# Directions:
The listing that follows must be given again in full and exactly.

--- Extracted material Enclosed Below ---

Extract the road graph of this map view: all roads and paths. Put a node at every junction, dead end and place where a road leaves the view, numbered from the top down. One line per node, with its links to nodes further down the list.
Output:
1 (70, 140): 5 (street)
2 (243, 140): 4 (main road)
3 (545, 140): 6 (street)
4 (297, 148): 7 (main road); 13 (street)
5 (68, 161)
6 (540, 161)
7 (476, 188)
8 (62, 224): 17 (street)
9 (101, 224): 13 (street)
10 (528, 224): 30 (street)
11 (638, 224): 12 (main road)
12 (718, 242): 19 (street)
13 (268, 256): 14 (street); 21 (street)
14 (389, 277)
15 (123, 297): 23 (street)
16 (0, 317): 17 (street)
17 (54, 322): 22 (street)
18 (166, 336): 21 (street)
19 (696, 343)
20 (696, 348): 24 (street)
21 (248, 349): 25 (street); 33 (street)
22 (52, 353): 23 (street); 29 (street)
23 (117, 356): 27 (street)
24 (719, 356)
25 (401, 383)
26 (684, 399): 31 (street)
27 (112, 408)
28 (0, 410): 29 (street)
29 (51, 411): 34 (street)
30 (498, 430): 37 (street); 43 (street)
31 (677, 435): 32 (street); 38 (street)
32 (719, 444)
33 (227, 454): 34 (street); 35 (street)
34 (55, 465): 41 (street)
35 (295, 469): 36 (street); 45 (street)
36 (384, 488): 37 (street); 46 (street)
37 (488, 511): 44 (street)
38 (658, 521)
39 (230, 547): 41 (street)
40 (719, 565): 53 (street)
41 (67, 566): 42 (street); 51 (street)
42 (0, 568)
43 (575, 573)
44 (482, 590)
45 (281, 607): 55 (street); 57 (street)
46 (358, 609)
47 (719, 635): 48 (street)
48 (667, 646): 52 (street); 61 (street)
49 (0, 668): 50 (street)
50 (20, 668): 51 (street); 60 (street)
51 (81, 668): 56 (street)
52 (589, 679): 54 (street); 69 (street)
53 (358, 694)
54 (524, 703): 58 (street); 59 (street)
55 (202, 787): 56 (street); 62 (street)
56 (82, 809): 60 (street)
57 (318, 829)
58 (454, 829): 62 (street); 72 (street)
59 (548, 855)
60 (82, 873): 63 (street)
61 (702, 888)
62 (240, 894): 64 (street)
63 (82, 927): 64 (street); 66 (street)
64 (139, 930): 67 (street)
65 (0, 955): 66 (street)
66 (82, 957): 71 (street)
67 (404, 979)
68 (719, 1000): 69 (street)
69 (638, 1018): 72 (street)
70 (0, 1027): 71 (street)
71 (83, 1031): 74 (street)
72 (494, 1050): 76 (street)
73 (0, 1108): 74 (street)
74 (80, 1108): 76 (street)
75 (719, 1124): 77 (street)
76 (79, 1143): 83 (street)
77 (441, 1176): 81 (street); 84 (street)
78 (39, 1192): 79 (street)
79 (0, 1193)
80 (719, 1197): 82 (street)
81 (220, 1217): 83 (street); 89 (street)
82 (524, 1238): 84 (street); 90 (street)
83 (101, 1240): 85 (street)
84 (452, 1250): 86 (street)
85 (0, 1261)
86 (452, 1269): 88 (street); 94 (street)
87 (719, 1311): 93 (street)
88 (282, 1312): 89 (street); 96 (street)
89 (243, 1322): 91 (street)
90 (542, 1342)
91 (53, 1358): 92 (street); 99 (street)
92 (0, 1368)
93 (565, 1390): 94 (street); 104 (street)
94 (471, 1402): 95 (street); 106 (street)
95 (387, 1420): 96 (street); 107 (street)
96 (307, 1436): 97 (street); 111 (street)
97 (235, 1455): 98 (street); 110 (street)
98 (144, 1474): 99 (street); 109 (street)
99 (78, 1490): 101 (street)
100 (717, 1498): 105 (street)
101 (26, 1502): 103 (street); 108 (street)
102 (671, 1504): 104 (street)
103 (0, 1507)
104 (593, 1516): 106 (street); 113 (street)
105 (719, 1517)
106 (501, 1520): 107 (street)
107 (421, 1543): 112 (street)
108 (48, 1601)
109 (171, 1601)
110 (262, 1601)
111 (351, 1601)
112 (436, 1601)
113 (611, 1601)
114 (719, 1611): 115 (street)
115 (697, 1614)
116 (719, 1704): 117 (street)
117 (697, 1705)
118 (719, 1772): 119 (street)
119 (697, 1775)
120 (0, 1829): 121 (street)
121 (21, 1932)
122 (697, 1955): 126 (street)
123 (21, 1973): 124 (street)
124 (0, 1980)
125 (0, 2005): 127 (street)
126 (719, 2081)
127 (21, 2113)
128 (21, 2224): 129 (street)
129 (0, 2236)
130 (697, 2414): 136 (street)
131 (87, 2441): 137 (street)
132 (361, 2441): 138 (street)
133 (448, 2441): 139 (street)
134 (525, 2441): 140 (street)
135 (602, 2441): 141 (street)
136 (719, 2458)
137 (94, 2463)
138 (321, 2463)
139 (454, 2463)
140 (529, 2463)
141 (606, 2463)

--- End of Enclosed Extracted material ---

# Answer to this task:
Extract the road graph of this map view: all roads and paths. Put a node at every junction, dead end and place where a road leaves the view, numbered from the top down. One line per node, with its links to nodes further down the list.
Output:
1 (70, 140): 5 (street)
2 (243, 140): 4 (main road)
3 (545, 140): 6 (street)
4 (297, 148): 7 (main road); 13 (street)
5 (68, 161)
6 (540, 161)
7 (476, 188)
8 (62, 224): 17 (street)
9 (101, 224): 13 (street)
10 (528, 224): 30 (street)
11 (638, 224): 12 (main road)
12 (718, 242): 19 (street)
13 (268, 256): 14 (street); 21 (street)
14 (389, 277)
15 (123, 297): 23 (street)
16 (0, 317): 17 (street)
17 (54, 322): 22 (street)
18 (166, 336): 21 (street)
19 (696, 343)
20 (696, 348): 24 (street)
21 (248, 349): 25 (street); 33 (street)
22 (52, 353): 23 (street); 29 (street)
23 (117, 356): 27 (street)
24 (719, 356)
25 (401, 383)
26 (684, 399): 31 (street)
27 (112, 408)
28 (0, 410): 29 (street)
29 (51, 411): 34 (street)
30 (498, 430): 37 (street); 43 (street)
31 (677, 435): 32 (street); 38 (street)
32 (719, 444)
33 (227, 454): 34 (street); 35 (street)
34 (55, 465): 41 (street)
35 (295, 469): 36 (street); 45 (street)
36 (384, 488): 37 (street); 46 (street)
37 (488, 511): 44 (street)
38 (658, 521)
39 (230, 547): 41 (street)
40 (719, 565): 53 (street)
41 (67, 566): 42 (street); 51 (street)
42 (0, 568)
43 (575, 573)
44 (482, 590)
45 (281, 607): 55 (street); 57 (street)
46 (358, 609)
47 (719, 635): 48 (street)
48 (667, 646): 52 (street); 61 (street)
49 (0, 668): 50 (street)
50 (20, 668): 51 (street); 60 (street)
51 (81, 668): 56 (street)
52 (589, 679): 54 (street); 69 (street)
53 (358, 694)
54 (524, 703): 58 (street); 59 (street)
55 (202, 787): 56 (street); 62 (street)
56 (82, 809): 60 (street)
57 (318, 829)
58 (454, 829): 62 (street); 72 (street)
59 (548, 855)
60 (82, 873): 63 (street)
61 (702, 888)
62 (240, 894): 64 (street)
63 (82, 927): 64 (street); 66 (street)
64 (139, 930): 67 (street)
65 (0, 955): 66 (street)
66 (82, 957): 71 (street)
67 (404, 979)
68 (719, 1000): 69 (street)
69 (638, 1018): 72 (street)
70 (0, 1027): 71 (street)
71 (83, 1031): 74 (street)
72 (494, 1050): 76 (street)
73 (0, 1108): 74 (street)
74 (80, 1108): 76 (street)
75 (719, 1124): 77 (street)
76 (79, 1143): 83 (street)
77 (441, 1176): 81 (street); 84 (street)
78 (39, 1192): 79 (street)
79 (0, 1193)
80 (719, 1197): 82 (street)
81 (220, 1217): 83 (street); 89 (street)
82 (524, 1238): 84 (street); 90 (street)
83 (101, 1240): 85 (street)
84 (452, 1250): 86 (street)
85 (0, 1261)
86 (452, 1269): 88 (street); 94 (street)
87 (719, 1311): 93 (street)
88 (282, 1312): 89 (street); 96 (street)
89 (243, 1322): 91 (street)
90 (542, 1342)
91 (53, 1358): 92 (street); 99 (street)
92 (0, 1368)
93 (565, 1390): 94 (street); 104 (street)
94 (471, 1402): 95 (street); 106 (street)
95 (387, 1420): 96 (street); 107 (street)
96 (307, 1436): 97 (street); 111 (street)
97 (235, 1455): 98 (street); 110 (street)
98 (144, 1474): 99 (street); 109 (street)
99 (78, 1490): 101 (street)
100 (717, 1498): 105 (street)
101 (26, 1502): 103 (street); 108 (street)
102 (671, 1504): 104 (street)
103 (0, 1507)
104 (593, 1516): 106 (street); 113 (street)
105 (719, 1517)
106 (501, 1520): 107 (street)
107 (421, 1543): 112 (street)
108 (48, 1601)
109 (171, 1601)
110 (262, 1601)
111 (351, 1601)
112 (436, 1601)
113 (611, 1601)
114 (719, 1611): 115 (street)
115 (697, 1614)
116 (719, 1704): 117 (street)
117 (697, 1705)
118 (719, 1772): 119 (street)
119 (697, 1775)
120 (0, 1829): 121 (street)
121 (21, 1932)
122 (697, 1955): 126 (street)
123 (21, 1973): 124 (street)
124 (0, 1980)
125 (0, 2005): 127 (street)
126 (719, 2081)
127 (21, 2113)
128 (21, 2224): 129 (street)
129 (0, 2236)
130 (697, 2414): 136 (street)
131 (87, 2441): 137 (street)
132 (361, 2441): 138 (street)
133 (448, 2441): 139 (street)
134 (525, 2441): 140 (street)
135 (602, 2441): 141 (street)
136 (719, 2458)
137 (94, 2463)
138 (321, 2463)
139 (454, 2463)
140 (529, 2463)
141 (606, 2463)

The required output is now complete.